Small functions for parts of your data-gathering-and-cleaning steps also allow you to make quick changes to those composable sections (and boy howdy are data cleaning operations composable...). When I was wrapping up this blog post, I noticed that I was using the soon-to-be deprecated Boston Open Data portal. In the interest of easy reproducibility, it was very easy to modify the following (old API) function from:
def get_bpd_data(n=200000):
url = ("https://data.cityofboston.gov/resource/29yf-ye7n.json" +
"?$limit={}".format(n))
data = pd.read_json(url)
return data
to the following:
def get_bpd_data(n=200000):
url = ("https://data.boston.gov/datastore/odata3.0/" +
"12cb3883-56f5-47de-afa5-3b1cf61b257b?$top={}&$format=json".format(n))
r = requests.get(url)
data = pd.DataFrame(r.json()["value"])
data = data.rename(columns={k: k.lower() for k in data.columns})
data = data.assign(lat=data["lat"].astype(float))

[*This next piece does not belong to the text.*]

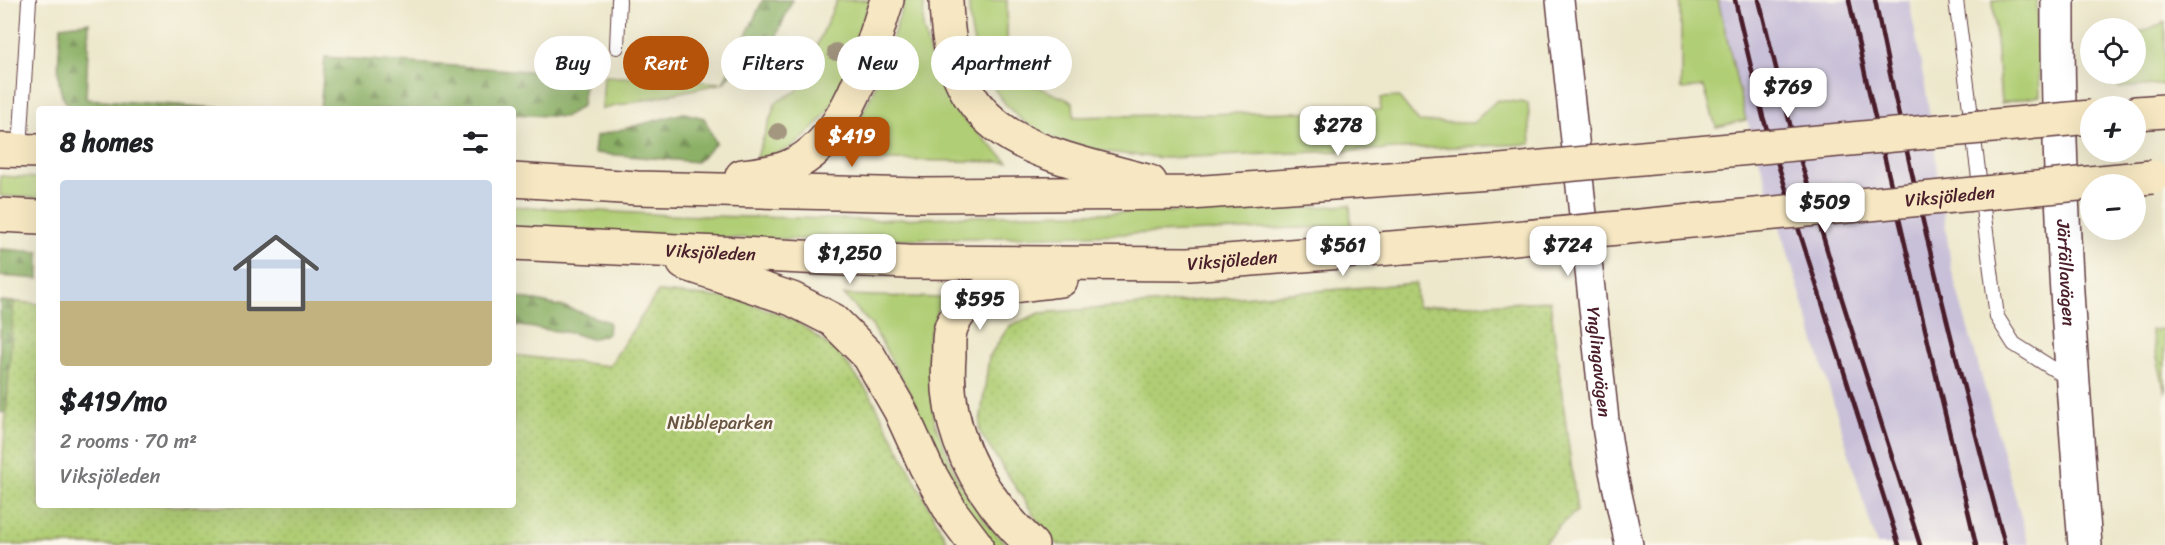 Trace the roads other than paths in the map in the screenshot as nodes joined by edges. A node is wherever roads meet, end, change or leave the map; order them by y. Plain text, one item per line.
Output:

data = data.assign(long=data["lat"].astype(float))
def convert_loc(x):
split = x.split(',')
split = [re.sub("[()]", '', i).strip() for i in split]
return float(split[0]), float(split[1])
data = data.assign(location=data["location"].apply(convert_loc))
return data
Rather quickly, especially given the lack of companion source file and ease of the notebook environment.
I also find it easier to build test or prototype scripts with this type of method, allowing for a variable pull from the source for quick development. Also,If you are going to put your notebook code into a standalone file or python library, pasting ready-made functions is rather convienent.
Anyway, as you can see, the basic flow is to grab the data from the Boston API, pull the json values into a pandas dataframe, alter the column names (this was honestly a compatibility step with the old method, which had all-lowercased column names), and ensure we parse the json coordinate data as two floats, not as strings.
I always begin with a bit of exploration and seeing what we have in the data.
data = get_bpd_data(250000)
data.head()
data.shape
(data
.groupby("offense_code_group")
.size()
.sort_values()
.plot
.barh(title="Number of Incidents by offense code group")
)
It's good to see things like arson, home invasions, and homicide toward the bottom of the list...
Since we're focusing on drug-related violations, let's sort out what the code groups look like within the Drug Violation
category.
(data
.assign(occurred_on_date=lambda df: pd.to_datetime(df["occurred_on_date"]))
.set_index("occurred_on_date")
.sort_index()
.query("offense_code_group == 'Drug Violation'")
["offense_description"]
.value_counts()
.sort_index()
.index
.tolist()
)
You might also note that I am using the method-chaining / functional style in pandas, which is not always what you tend to see. I find it great for several reasons:
- You keep your damn namespace clean:
This is crucial overall, but even more so for the interactive environment. How many times have you used quick names like df
, tmp
, or tmp_with_something
? You can get cluttered quickly, as well as wind up typing a ton and having to put more and more on your mental stack to keep up.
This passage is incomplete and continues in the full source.